1 September 2023   13:45 Diperbarui: 1 September 2023   14:01 73
+
Laporkan Konten
Laporkan Akun
Kompasiana adalah platform blog. Konten ini menjadi tanggung jawab bloger dan tidak mewakili pandangan redaksi Kompas.
Lihat foto
Bagikan ide kreativitasmu dalam bentuk konten di Kompasiana | Sumber gambar: Freepik

          Entah hal lumrah atau tidak lumrah yang kulakukan ini, kalau ada lembaran uang baru selalu kusimpan dan sayang digunakan. Kebetulan hari itu ada 10 lembar uang baru sepuluh ribuan dan ajaibnya penunggu dompet sore itu hanya itu dan selembar uang lima ribuan dan selembar lagi uang dua ribuan. Pesan singkat anak sulungku bahwa perlu beli perlengkapan dekor untuk persiapan project P5 sudah membuatkan belajar dan siap siap mengikhlaskan lembaran baruku untuk itu, "toh besok sudah gajian", gumamku dalam hati dan menenangkan diri (emak mulai pening saudara, mulai oleng !!).

        Sore itu perjalanan pulang kantor biasa saja, aku tidak terlalu tergesa, jalanan ramai motor dan mobil, para penikmat perjalanan luar kota seperti aku rupanya cukup banyak. Lampu merah membuat kendaraanku berhenti pada deretan yang lumayan jauh dari lampu lalu lintas. 

Pandanganku tertuju pada seorang bapak "sepuh" yang berlari sembari melampaikan tangan pada sebuah bis yang mulai berjalan karena lampu lalu lintas sudah hijau. Aku masih belum paham, sampai aku melintasi Bapak itu dan melihat beliau dengan jelas dari kedekatan. Ah, nampaknya beliau berjualan serbet. Sekilas tersungging senyum di wajahnya, sambil tersenggal nafasnya karena lelah berlari kecil mengejar bis kota yang tidak terkejar. Reflek dalam hatiku berkata, "kalau itu aku, aku pasti sudah marah dan mengumpat tidak jelas karena jengkel dan marah dengan keadaan"(ah sungguh malu aku melihatnya, Bapak, terimakasih ilmu kehidupannya).

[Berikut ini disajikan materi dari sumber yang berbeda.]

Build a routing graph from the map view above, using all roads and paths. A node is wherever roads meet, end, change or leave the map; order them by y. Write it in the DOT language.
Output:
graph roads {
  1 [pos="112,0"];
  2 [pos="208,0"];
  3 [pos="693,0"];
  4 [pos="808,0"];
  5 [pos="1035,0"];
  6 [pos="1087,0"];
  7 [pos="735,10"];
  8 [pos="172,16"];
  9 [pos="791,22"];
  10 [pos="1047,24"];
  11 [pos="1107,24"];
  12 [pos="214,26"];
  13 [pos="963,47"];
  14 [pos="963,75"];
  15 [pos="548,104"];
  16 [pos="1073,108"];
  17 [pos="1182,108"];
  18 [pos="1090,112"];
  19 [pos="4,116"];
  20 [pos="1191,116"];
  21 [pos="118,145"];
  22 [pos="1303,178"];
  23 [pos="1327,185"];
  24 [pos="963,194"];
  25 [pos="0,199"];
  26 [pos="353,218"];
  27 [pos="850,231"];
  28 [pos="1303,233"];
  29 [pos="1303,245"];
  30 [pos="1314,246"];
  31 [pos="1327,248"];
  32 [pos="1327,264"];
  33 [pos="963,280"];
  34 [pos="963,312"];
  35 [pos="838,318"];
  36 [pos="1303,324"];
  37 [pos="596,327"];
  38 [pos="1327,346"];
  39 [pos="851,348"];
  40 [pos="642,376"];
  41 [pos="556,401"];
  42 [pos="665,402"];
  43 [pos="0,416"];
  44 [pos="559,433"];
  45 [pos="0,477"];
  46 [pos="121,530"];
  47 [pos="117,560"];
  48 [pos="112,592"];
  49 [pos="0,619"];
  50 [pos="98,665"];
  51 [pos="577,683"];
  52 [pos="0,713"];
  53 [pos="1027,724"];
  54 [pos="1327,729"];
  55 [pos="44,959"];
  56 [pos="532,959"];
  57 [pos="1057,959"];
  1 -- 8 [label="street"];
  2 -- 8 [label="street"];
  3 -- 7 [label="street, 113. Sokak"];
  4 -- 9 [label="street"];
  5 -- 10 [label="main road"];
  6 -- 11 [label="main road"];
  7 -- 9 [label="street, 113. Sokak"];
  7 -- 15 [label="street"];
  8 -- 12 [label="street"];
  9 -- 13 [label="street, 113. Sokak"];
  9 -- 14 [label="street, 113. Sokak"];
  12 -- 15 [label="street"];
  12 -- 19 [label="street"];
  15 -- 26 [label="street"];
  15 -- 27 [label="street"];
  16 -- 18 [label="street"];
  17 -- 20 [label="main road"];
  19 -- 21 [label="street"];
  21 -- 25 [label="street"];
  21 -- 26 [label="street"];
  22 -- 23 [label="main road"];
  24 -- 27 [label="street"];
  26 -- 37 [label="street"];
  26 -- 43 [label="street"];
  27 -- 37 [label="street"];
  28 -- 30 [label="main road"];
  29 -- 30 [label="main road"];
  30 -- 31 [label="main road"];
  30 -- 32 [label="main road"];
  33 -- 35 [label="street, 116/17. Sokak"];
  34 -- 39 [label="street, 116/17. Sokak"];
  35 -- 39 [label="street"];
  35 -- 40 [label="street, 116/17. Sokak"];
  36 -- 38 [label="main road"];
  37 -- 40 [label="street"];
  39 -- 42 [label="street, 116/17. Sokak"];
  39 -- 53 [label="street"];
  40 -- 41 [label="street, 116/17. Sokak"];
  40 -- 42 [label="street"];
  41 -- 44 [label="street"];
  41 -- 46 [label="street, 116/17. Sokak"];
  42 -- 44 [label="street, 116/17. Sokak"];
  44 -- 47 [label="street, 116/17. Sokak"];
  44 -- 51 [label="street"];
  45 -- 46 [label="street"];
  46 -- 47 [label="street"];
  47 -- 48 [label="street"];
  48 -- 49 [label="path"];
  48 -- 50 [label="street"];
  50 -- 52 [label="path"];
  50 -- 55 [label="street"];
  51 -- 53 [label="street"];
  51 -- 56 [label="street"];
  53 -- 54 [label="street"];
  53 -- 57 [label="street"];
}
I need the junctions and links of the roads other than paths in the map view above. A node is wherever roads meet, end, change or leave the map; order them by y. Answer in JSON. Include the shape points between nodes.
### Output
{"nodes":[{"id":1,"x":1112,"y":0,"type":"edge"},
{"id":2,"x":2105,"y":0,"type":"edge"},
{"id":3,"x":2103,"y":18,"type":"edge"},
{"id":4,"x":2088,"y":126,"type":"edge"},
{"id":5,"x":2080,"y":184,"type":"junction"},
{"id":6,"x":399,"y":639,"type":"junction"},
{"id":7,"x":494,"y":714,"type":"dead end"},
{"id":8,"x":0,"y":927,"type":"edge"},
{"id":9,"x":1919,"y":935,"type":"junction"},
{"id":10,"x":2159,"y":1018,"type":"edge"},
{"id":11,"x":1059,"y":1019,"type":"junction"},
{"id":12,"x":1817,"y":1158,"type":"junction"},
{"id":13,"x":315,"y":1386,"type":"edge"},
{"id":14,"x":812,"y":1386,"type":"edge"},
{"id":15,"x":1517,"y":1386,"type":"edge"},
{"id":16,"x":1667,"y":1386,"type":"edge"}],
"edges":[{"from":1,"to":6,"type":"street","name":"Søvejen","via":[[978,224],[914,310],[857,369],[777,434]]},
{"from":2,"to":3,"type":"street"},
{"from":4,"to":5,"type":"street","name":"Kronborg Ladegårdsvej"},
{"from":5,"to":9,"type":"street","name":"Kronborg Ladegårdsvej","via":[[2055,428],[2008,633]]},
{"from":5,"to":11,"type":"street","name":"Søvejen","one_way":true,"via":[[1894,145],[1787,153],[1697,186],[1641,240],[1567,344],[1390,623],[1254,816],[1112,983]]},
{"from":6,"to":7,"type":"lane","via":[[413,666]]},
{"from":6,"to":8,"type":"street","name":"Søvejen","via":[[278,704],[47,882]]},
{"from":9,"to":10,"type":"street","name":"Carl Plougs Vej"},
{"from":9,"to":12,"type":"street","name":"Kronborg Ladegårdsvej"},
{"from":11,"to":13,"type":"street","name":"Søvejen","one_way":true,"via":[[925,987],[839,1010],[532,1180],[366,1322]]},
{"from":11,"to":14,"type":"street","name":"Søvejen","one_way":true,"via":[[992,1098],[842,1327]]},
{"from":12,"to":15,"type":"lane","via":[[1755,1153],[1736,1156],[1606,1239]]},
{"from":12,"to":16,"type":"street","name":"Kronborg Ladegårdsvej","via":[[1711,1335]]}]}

      Aku melaju kendaraanku, dan kucari sisi bahu jalan yang masih cukup untuk parkir kendaraan tanpa mengganggu pengguna jalan yang lain. Aku menunggu Bapak "sepuh" tadi. Lumayan lama ternyata,  jalan beliau mungkin sudah capek, sehingga butuh waktu lama untuk sampai di posisiku (terang saja, aku kan berkendara, sementara beliau berjalan plus dengan kondisi yang sudah lelah pastinya). Segera setelah sampai dan dekat dengan kendaraanku, beliau langsung tersenyum ramah seolah lupa dengan lelahnya, beliau langsung menawariku serbet dagangannya. 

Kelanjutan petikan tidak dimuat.